## WHAT YOU WILL DO
Transcribe every line from the one containing "Digitize the connectivity of all" to the end of the listing, exactly as written, and leave out the pictures.

## TASK INPUTS

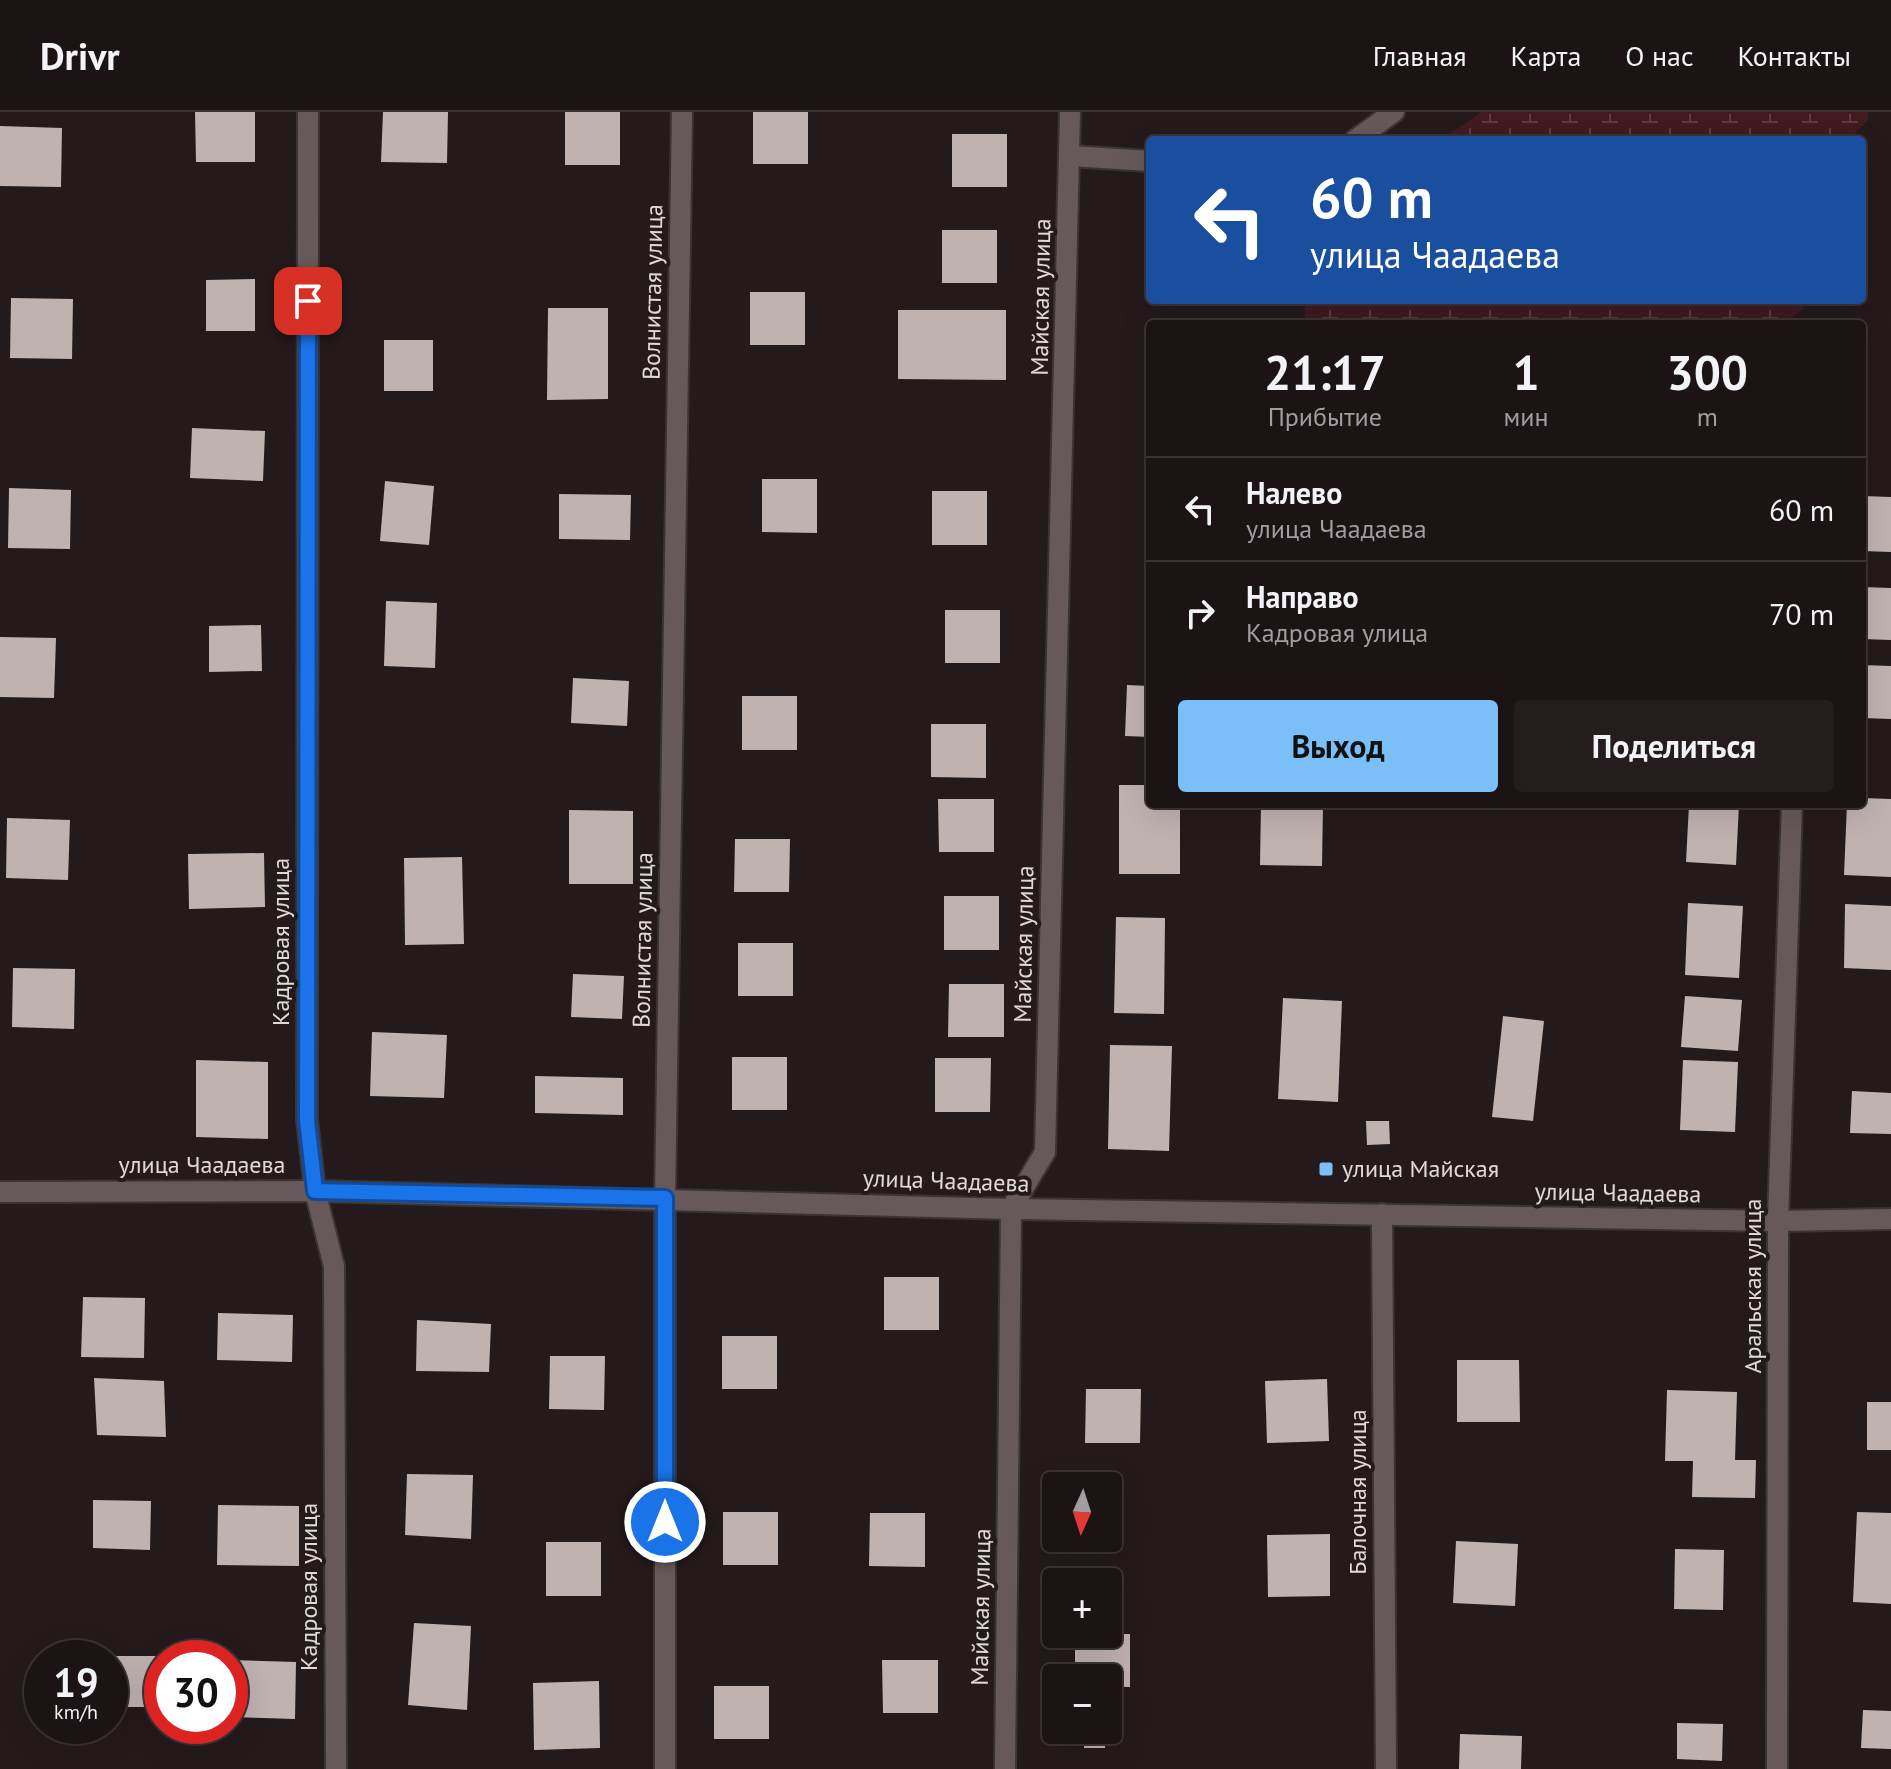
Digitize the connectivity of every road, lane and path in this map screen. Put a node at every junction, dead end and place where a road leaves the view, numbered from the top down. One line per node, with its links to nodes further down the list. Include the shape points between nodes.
1 (308, 112): 9 (street, Кадровая улица, via 307,1120)
2 (682, 112): 11 (street, Волнистая улица)
3 (1070, 112): 6 (street, Майская улица)
4 (1394, 112): 5 (street)
5 (1361, 136)
6 (1071, 156): 7 (street); 12 (street, Майская улица, via 1045,1152)
7 (1146, 161)
8 (1792, 808): 15 (street, Аральская улица)
9 (315, 1191): 10 (street, улица Чаадаева); 11 (street, улица Чаадаева); 16 (street, Кадровая улица, via 334,1266)
10 (0, 1192)
11 (665, 1198): 12 (street, улица Чаадаева); 17 (street, Волнистая улица)
12 (1011, 1209): 13 (street, улица Чаадаева); 18 (street, Майская улица)
13 (1382, 1214): 15 (street, улица Чаадаева); 19 (street, Балочная улица)
14 (1891, 1219): 15 (street, улица Чаадаева)
15 (1778, 1221): 20 (street, Аральская улица)
16 (336, 1769)
17 (665, 1769)
18 (1005, 1769)
19 (1386, 1769)
20 (1777, 1769)

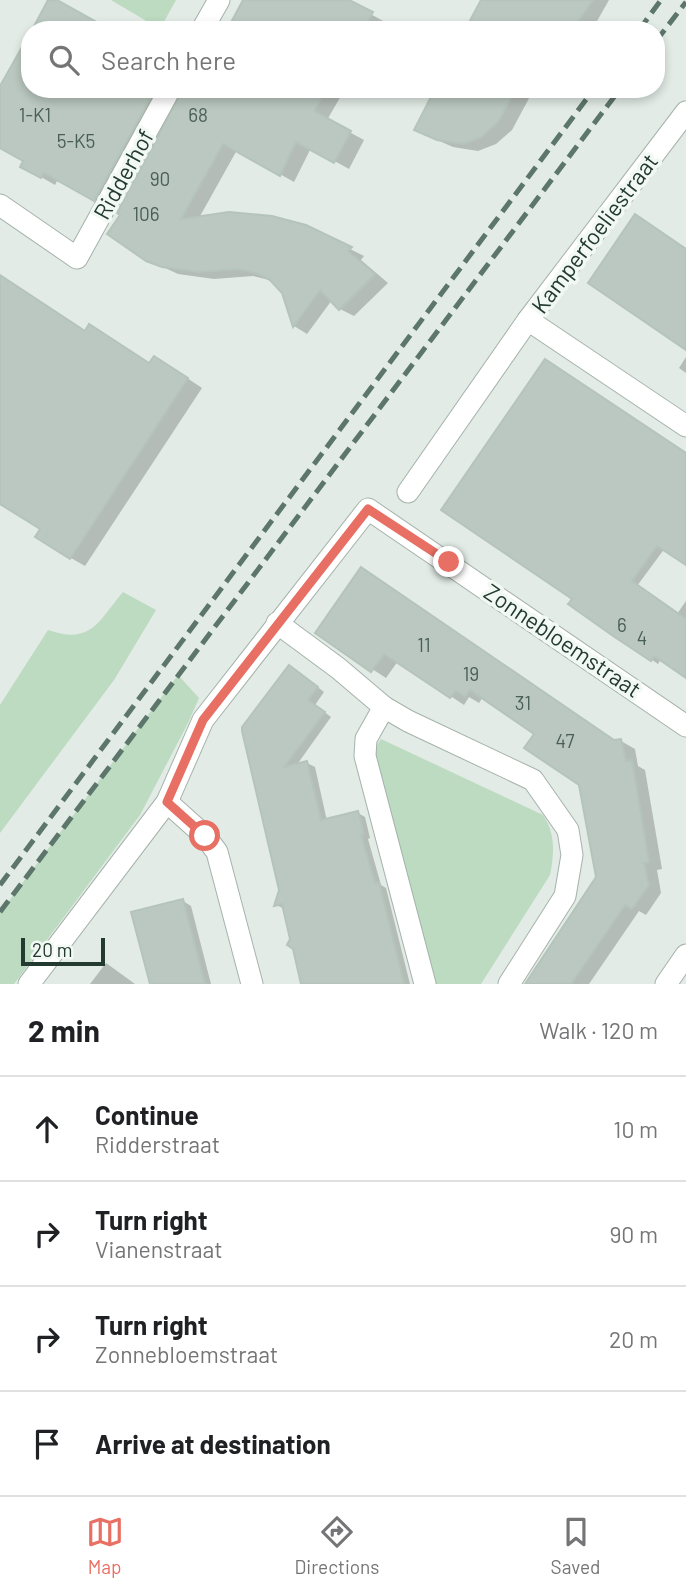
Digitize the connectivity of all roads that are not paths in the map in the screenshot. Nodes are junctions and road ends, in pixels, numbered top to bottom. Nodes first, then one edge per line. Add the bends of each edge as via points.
1 (219, 0) edge
2 (207, 21) edge
3 (165, 98) edge
4 (686, 113) edge
5 (0, 205) edge
6 (528, 320) junction
7 (686, 426) edge
8 (408, 492) dead end
9 (277, 623) junction
10 (384, 707) junction
11 (686, 726) edge
12 (167, 802) junction
13 (686, 955) edge
14 (29, 984) edge
15 (252, 984) edge
16 (425, 984) edge
17 (509, 984) edge
18 (666, 984) edge

1 - 2 street
3 - 5 street, Ridderhof via 77,258
4 - 6 street, Kamperfoeliestraat
6 - 7 street, Kamperfoeliestraat
6 - 8 street, Kamperfoeliestraat
9 - 10 street
9 - 11 street, Zonnebloemstraat via 368,509
9 - 12 street via 203,720
10 - 16 street via 366,739 365,756
10 - 17 street via 533,780 568,830 572,855 565,896
12 - 14 street
12 - 15 street via 217,852
13 - 18 street

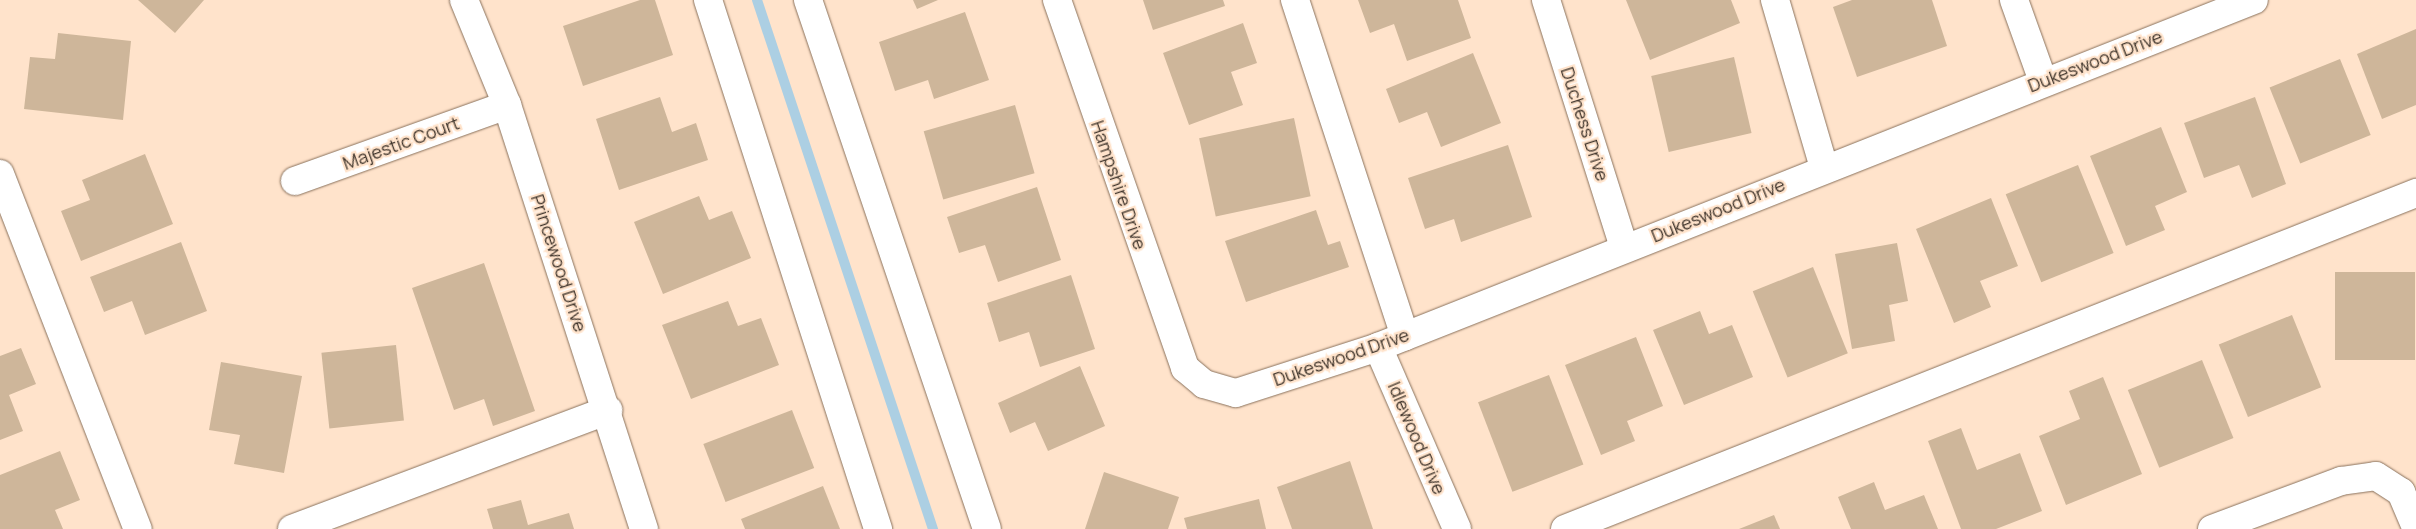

## REPLY
Digitize the connectivity of all roads that are not paths in the map in the screenshot. Nodes are junctions and road ends, in pixels, numbered top to bottom. Nodes first, then one edge per line. Add the bends of each edge as via points.
1 (219, 0) edge
2 (207, 21) edge
3 (165, 98) edge
4 (686, 113) edge
5 (0, 205) edge
6 (528, 320) junction
7 (686, 426) edge
8 (408, 492) dead end
9 (277, 623) junction
10 (384, 707) junction
11 (686, 726) edge
12 (167, 802) junction
13 (686, 955) edge
14 (29, 984) edge
15 (252, 984) edge
16 (425, 984) edge
17 (509, 984) edge
18 (666, 984) edge

1 - 2 street
3 - 5 street, Ridderhof via 77,258
4 - 6 street, Kamperfoeliestraat
6 - 7 street, Kamperfoeliestraat
6 - 8 street, Kamperfoeliestraat
9 - 10 street
9 - 11 street, Zonnebloemstraat via 368,509
9 - 12 street via 203,720
10 - 16 street via 366,739 365,756
10 - 17 street via 533,780 568,830 572,855 565,896
12 - 14 street
12 - 15 street via 217,852
13 - 18 street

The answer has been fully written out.